TASK INPUT:
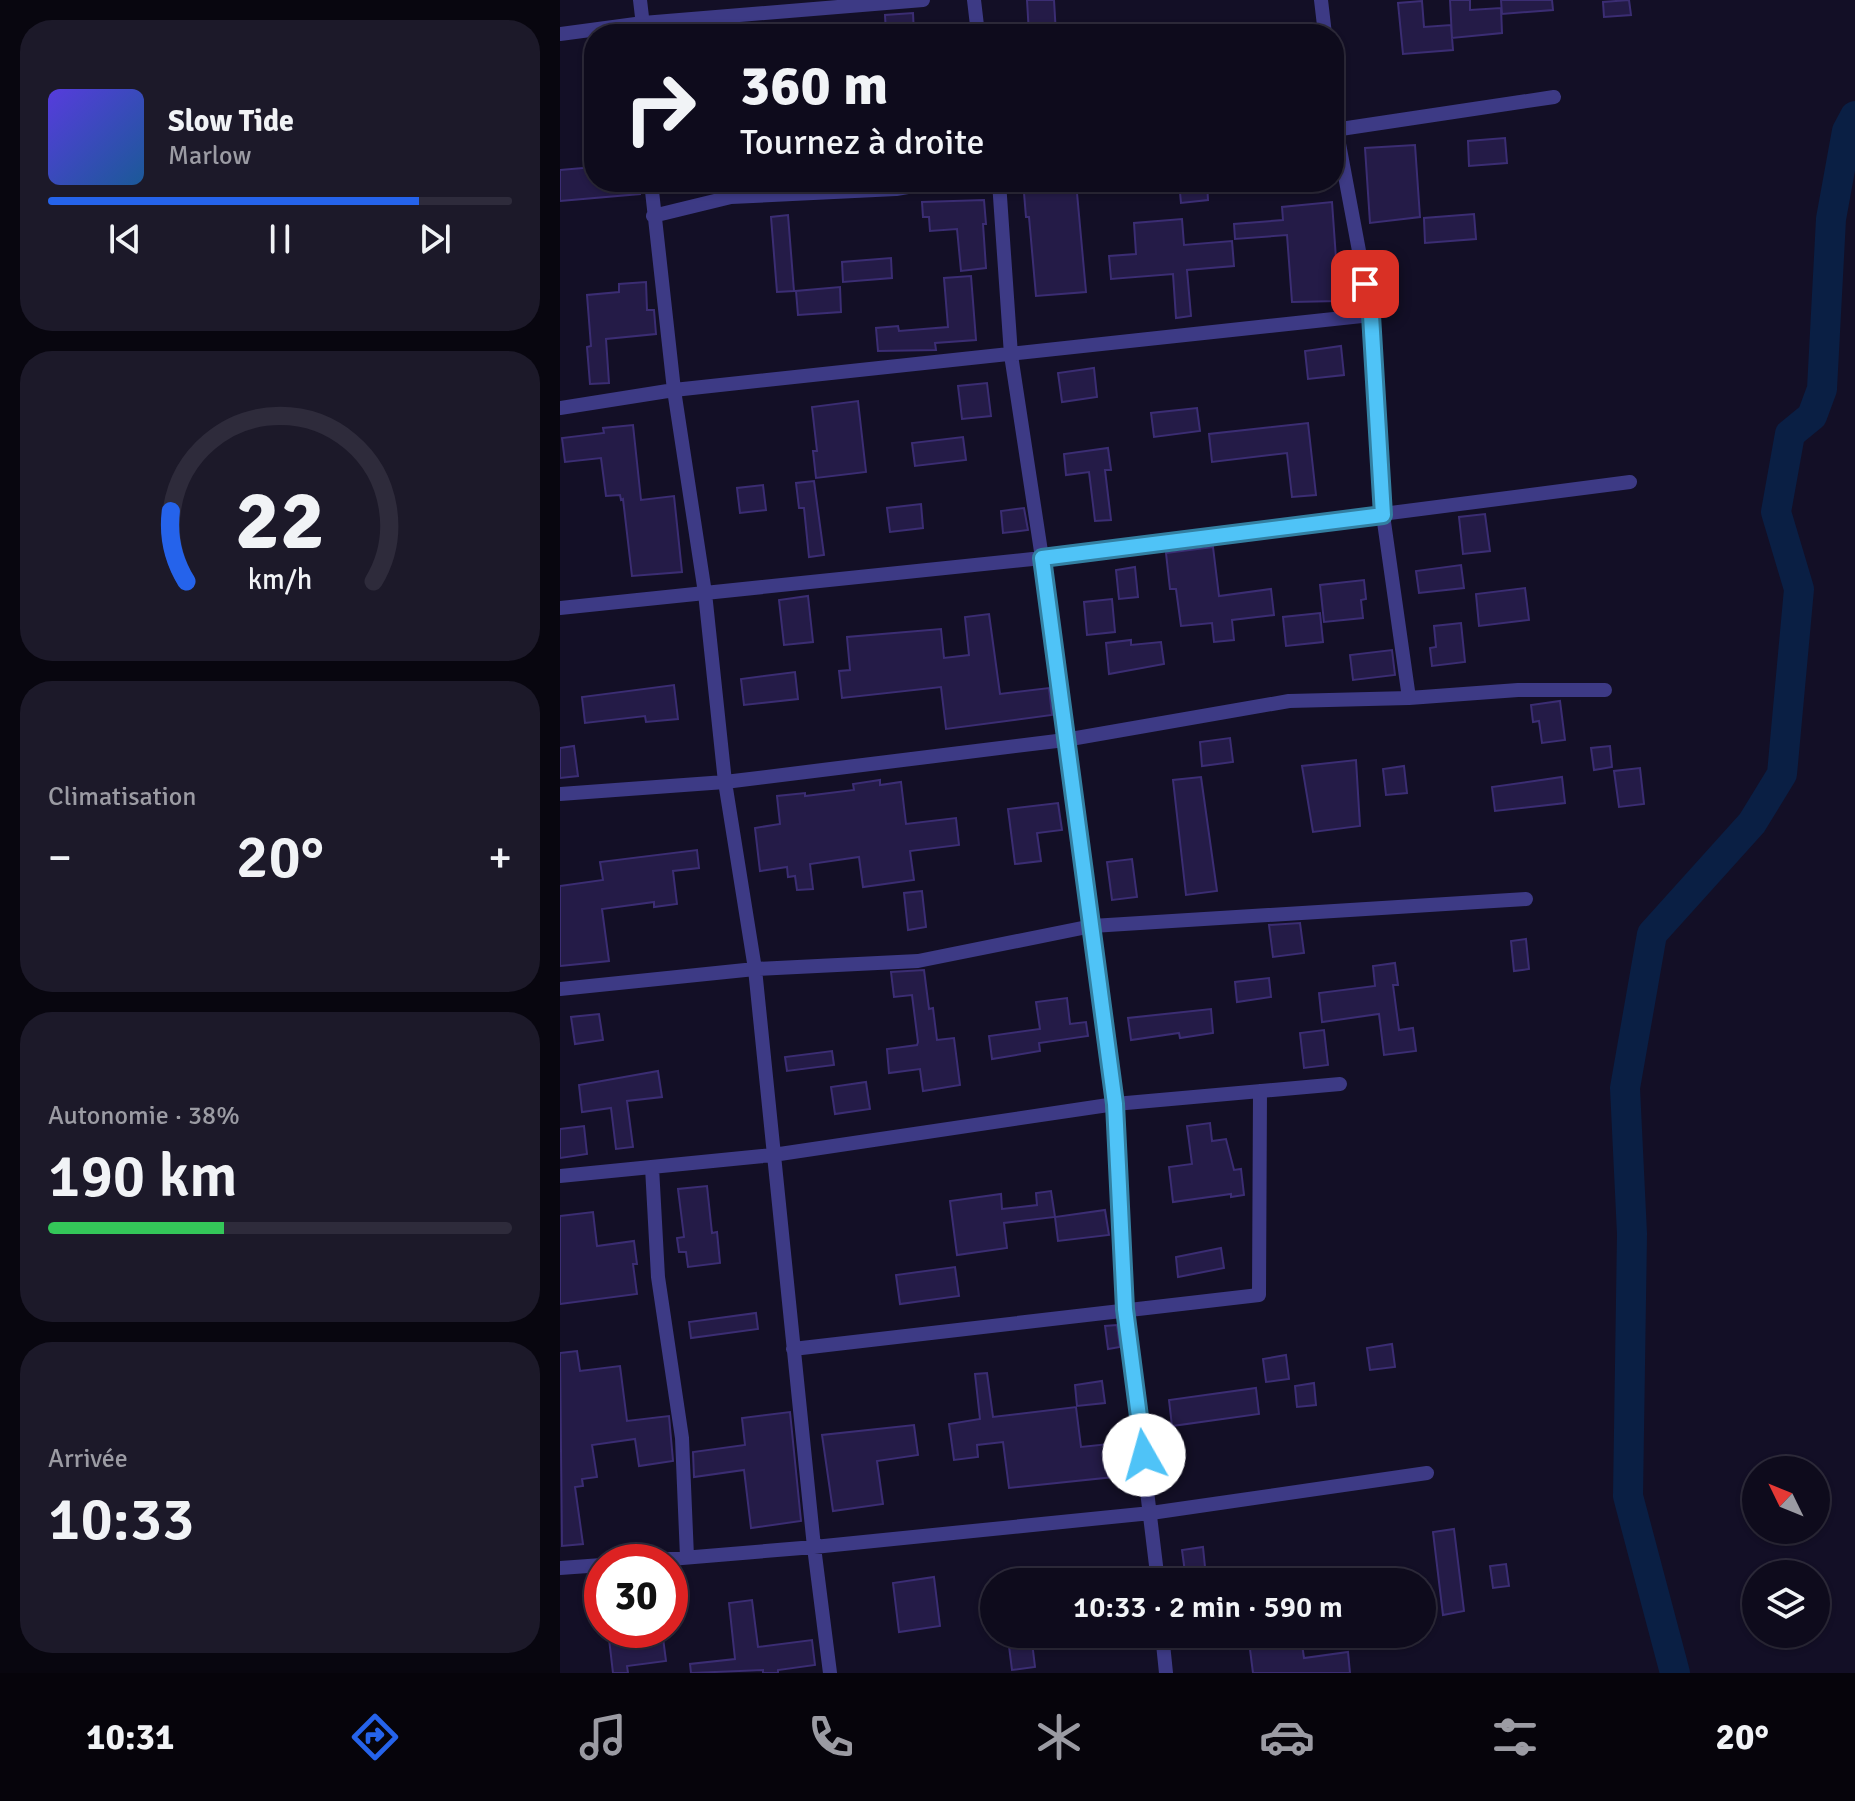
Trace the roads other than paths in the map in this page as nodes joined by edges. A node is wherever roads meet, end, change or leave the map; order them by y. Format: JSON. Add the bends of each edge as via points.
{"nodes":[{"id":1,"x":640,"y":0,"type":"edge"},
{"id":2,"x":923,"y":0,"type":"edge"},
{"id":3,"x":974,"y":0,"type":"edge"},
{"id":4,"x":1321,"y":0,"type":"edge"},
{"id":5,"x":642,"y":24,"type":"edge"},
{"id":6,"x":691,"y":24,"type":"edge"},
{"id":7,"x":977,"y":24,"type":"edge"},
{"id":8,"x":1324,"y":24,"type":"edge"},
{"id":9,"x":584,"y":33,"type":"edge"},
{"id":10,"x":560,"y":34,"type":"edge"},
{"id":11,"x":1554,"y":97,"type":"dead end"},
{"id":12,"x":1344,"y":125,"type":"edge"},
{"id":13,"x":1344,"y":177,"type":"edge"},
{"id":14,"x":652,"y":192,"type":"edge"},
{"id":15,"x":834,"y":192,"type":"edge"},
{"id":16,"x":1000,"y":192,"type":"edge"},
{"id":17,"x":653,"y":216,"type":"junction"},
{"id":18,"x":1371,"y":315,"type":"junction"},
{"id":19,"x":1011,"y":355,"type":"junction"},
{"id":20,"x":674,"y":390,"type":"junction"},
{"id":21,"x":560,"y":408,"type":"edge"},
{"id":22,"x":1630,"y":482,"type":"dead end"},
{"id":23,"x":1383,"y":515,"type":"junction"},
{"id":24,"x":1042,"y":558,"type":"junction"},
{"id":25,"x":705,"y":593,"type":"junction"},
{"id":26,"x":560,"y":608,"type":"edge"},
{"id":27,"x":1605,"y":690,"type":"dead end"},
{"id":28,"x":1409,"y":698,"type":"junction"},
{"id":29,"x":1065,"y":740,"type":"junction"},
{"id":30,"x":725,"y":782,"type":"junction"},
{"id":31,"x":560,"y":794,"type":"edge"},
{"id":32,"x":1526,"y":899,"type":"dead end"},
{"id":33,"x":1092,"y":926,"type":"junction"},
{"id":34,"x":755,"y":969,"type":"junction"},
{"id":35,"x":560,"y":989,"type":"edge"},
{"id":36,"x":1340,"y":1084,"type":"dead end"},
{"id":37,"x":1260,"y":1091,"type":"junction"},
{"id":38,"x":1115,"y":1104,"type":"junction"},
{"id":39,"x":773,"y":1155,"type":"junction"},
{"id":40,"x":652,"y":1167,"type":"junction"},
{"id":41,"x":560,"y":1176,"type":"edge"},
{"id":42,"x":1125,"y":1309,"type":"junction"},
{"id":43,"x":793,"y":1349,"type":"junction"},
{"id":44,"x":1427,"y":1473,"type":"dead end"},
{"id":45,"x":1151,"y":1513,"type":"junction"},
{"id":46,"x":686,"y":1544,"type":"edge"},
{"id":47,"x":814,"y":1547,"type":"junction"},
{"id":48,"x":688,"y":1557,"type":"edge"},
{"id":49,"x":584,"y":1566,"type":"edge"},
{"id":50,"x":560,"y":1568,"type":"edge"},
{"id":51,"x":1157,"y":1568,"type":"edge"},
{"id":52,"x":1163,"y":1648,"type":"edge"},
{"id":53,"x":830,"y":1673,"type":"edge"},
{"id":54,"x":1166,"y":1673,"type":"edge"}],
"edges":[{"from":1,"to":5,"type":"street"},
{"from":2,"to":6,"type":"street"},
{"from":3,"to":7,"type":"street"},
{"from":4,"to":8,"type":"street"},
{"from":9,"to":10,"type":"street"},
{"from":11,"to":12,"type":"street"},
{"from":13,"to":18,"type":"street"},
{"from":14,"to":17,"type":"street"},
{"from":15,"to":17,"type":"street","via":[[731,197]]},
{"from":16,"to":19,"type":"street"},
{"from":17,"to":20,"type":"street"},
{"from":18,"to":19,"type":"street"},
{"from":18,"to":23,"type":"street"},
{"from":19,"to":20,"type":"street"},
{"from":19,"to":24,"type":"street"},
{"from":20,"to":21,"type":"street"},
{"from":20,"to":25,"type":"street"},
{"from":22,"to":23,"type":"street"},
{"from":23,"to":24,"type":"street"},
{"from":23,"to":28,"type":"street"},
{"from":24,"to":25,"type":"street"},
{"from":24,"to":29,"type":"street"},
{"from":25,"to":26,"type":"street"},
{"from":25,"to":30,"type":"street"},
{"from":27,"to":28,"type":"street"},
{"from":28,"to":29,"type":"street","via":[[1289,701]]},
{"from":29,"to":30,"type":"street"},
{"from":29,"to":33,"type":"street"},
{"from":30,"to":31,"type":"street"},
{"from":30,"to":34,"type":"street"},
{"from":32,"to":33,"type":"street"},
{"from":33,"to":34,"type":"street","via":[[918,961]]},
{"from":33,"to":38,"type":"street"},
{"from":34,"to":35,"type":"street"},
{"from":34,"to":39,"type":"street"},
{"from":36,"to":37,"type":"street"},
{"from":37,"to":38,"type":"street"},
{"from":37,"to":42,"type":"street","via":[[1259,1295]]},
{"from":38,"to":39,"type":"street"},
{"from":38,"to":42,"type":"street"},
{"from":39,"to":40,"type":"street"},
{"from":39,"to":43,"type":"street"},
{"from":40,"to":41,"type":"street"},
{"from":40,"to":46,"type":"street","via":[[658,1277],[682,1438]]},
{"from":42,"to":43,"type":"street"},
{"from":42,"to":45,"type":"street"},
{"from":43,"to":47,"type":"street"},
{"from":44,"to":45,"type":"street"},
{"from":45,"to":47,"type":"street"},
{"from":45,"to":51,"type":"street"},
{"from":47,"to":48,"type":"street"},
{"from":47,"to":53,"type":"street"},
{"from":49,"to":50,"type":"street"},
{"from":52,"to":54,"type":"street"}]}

ABOUT THIS TASK: Only the lines that contain the string "nodes" are to be copied from the records.

SOLUTION BELOW:
Trace the roads other than paths in the map in this page as nodes joined by edges. A node is wherever roads meet, end, change or leave the map; order them by y. Format: JSON. Add the bends of each edge as via points.
{"nodes":[{"id":1,"x":640,"y":0,"type":"edge"},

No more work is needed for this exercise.